Having been rejected by England as too old after the war (he was 45), Barnes offered his services instead to Wales. In three years as a Welshman, he took 49 wickets including match figures of 12 for 118 against the West Indies in 1928, when he was 55. His philosophy was always to make the batsmen think. "Why do these bowlers today send down so many balls the batsman needn't play?" was his lament in later life. "I didn't. I never gave them any rest."
He died in 1967 at the age of 94.
If statistics are only part of the criteria used in this exercise, I really do fear for some of the great Ashes players. After all, this bowler was an all-time great yet is reduced to the status as one who also played. Apart from his wickets, there were his skills. He managed 49 wickets in four Tests in South Africa 1913-14, and those game were played on matting, and where his duel with Herbie Taylor were legendary. He missed the last one because arrangements didn’t include his wife. I know this is a feature that is about selection of the best Ashes players, but it makes me really wonder if the selection panel didn’t put a list on names on the dart board and hoped for the best.
There were some amazing people who played cricket before World War 1, the captain of that 1913-14 side, Johnny Won’t Hit Today (JWHT) Douglas is one of them and who drowned while trying to save his father.
My genuine fear is that a particular great Ashes captain will end up being similarly treated as has Barnes.

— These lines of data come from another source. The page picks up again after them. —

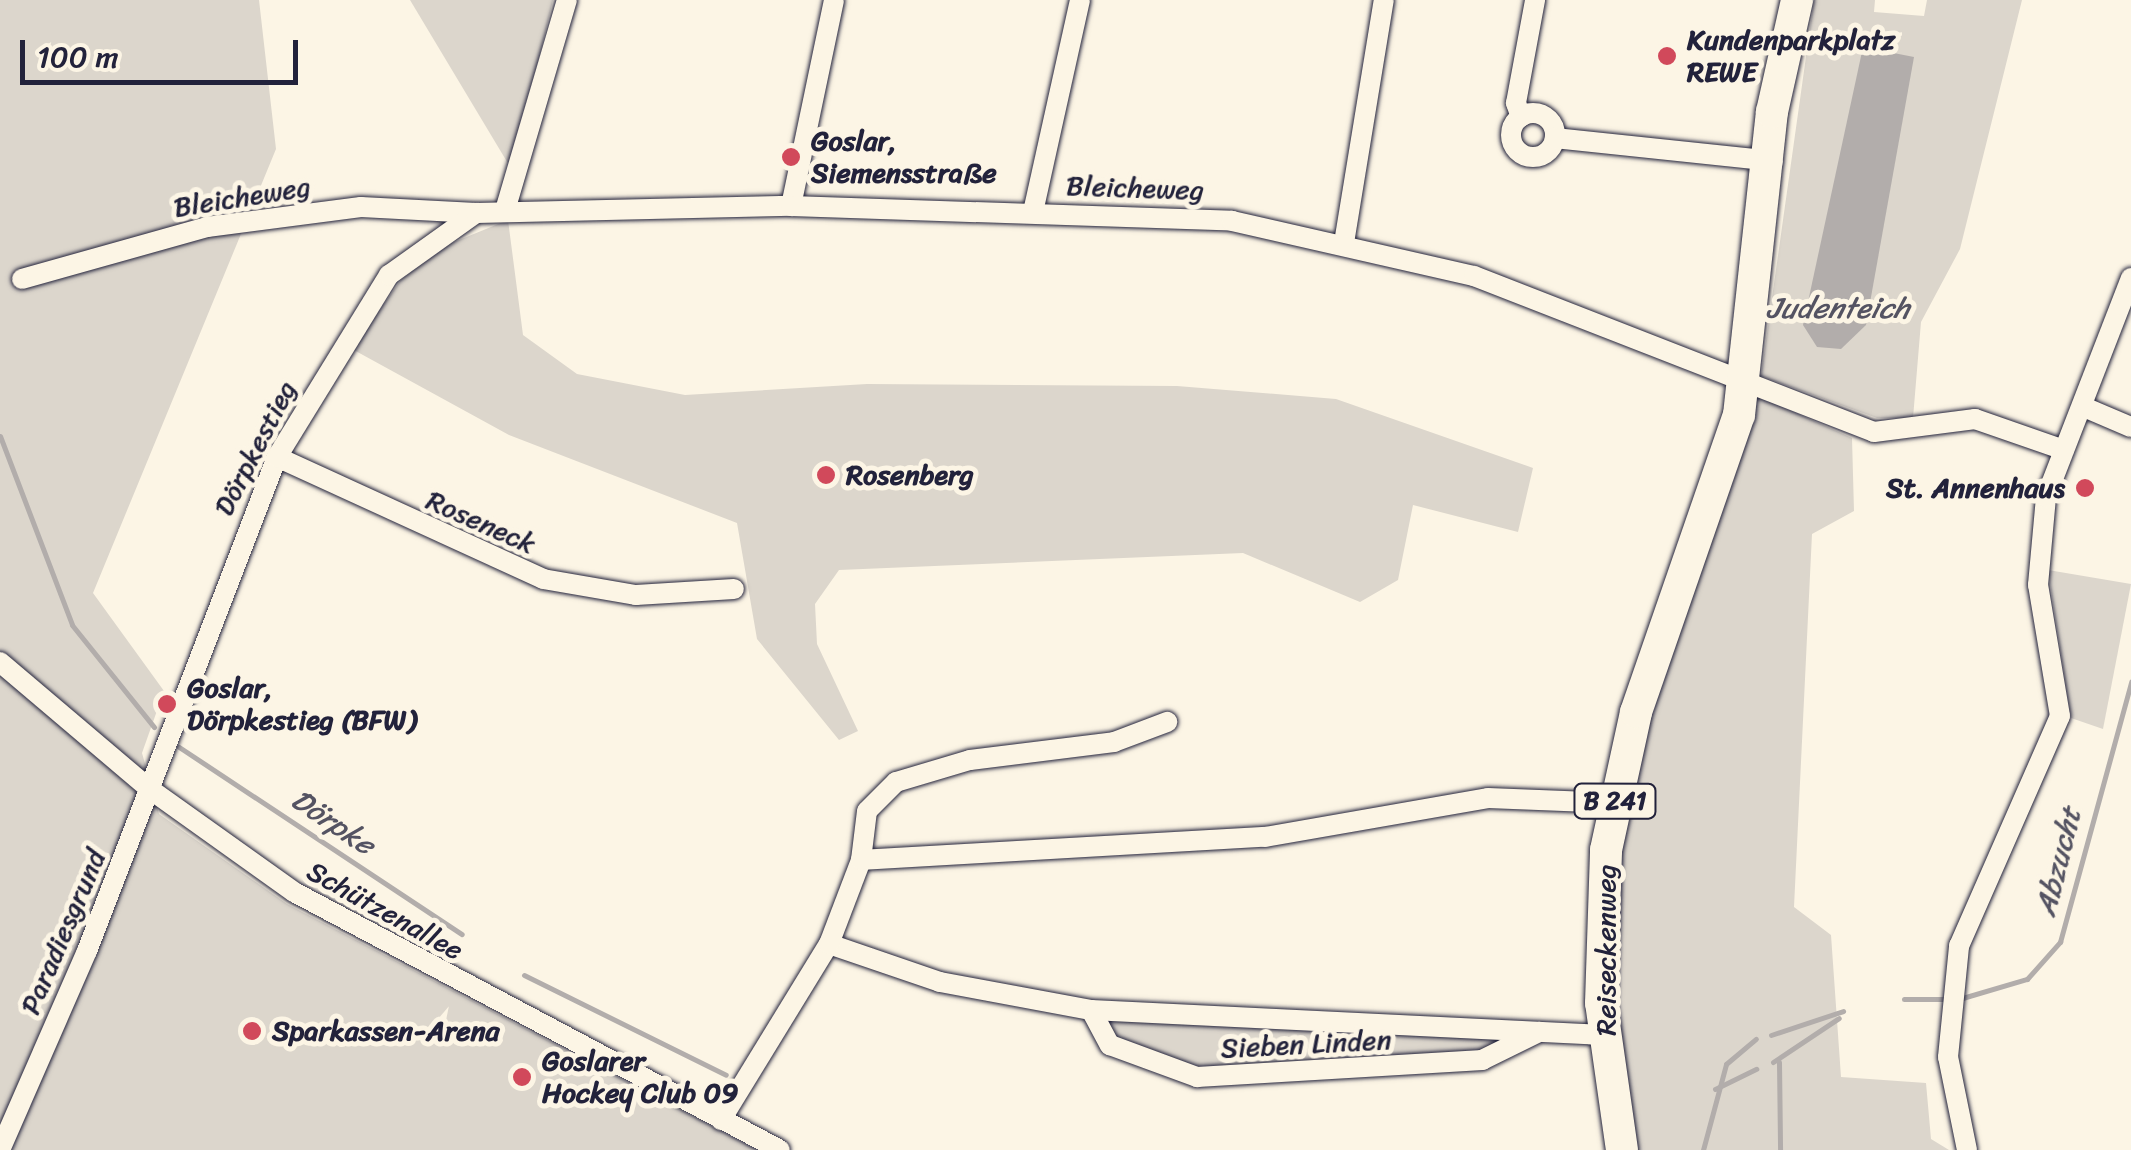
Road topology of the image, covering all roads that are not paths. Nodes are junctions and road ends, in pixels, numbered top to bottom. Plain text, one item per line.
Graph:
1 (568, 0) edge
2 (834, 0) edge
3 (1080, 0) edge
4 (1384, 0) edge
5 (1535, 0) edge
6 (1800, 0) edge
7 (1521, 117) junction
8 (1554, 138) junction
9 (1773, 161) junction
10 (791, 206) junction
11 (506, 207) junction
12 (476, 212) junction
13 (1034, 212) junction
14 (1344, 244) junction
15 (2131, 278) edge
16 (22, 279) dead end
17 (1740, 381) junction
18 (2084, 407) junction
19 (2131, 428) edge
20 (2064, 450) junction
21 (277, 457) junction
22 (734, 589) dead end
23 (0, 662) edge
24 (1167, 722) dead end
25 (151, 790) junction
26 (1615, 803) junction
27 (861, 860) junction
28 (829, 944) junction
29 (1091, 1010) junction
30 (1544, 1030) junction
31 (1603, 1035) junction
32 (722, 1120) junction
33 (0, 1150) edge
34 (780, 1150) edge
35 (1622, 1150) edge
36 (1967, 1150) edge

1 - 11 street
2 - 10 street
3 - 13 street
4 - 14 street
5 - 7 street
6 - 9 main road, B 241
7 - 8 street
7 - 8 street
8 - 9 street
9 - 17 main road, B 241
10 - 11 street, Bleicheweg
10 - 13 street, Bleicheweg
11 - 12 street, Dörpkestieg
12 - 16 street, Bleicheweg
12 - 21 street, Dörpkestieg
13 - 14 street, Bleicheweg
14 - 17 street, Bleicheweg
15 - 18 street
17 - 20 street, Bleicheweg
17 - 26 main road, Reiseckenweg / B 241
18 - 19 street
18 - 20 street
20 - 36 street
21 - 22 street, Roseneck
21 - 25 street, Dörpkestieg
23 - 25 street, Schützenallee
24 - 27 street
25 - 32 street, Schützenallee
25 - 33 street, Paradiesgrund
26 - 27 street
26 - 31 main road, Reiseckenweg / B 241
27 - 28 street
28 - 29 street, Sieben Linden
28 - 32 street
29 - 30 street, Sieben Linden
29 - 30 street, Sieben Linden
30 - 31 street, Sieben Linden
31 - 35 main road, Reiseckenweg / B 241
32 - 34 street, Schützenallee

Posted by: David Wijekoon-Perera | 21 Nov 2008 17:49:11
..and why do I get the feeling he wouldn't have been happy with "only" living to 94!
Posted by: SouthernWaratah | 19 Nov 2008 23:12:36
I have always marvelled at the very interesting coincidence that one of Australia's greatest ever players - and the prototype for the hard hitting, aggressive opener of later eras - was Sidney Barnes. Had it not been for his teammate Bradman, Sid would be the historical household name world-wide that he is in Australia.
If your surname was Barnes and you wanted your son to play Test Cricket, it would take long to decide on a name would it?
Posted by: Peter McGuinness | 19 Nov 2008 22:36:41
I presume the ICC rankings are some nerd's idea of a joke.
Ken Higgs at #54, Frank Tyson at #90? There must be a fair few (if doddery) batsmen still alive who've faced them both, and I bet you a magnum of champers to a bottle of Perrier (or would, except that I never bet) you can't find one who would prefer to face Tyson rather than Higgs.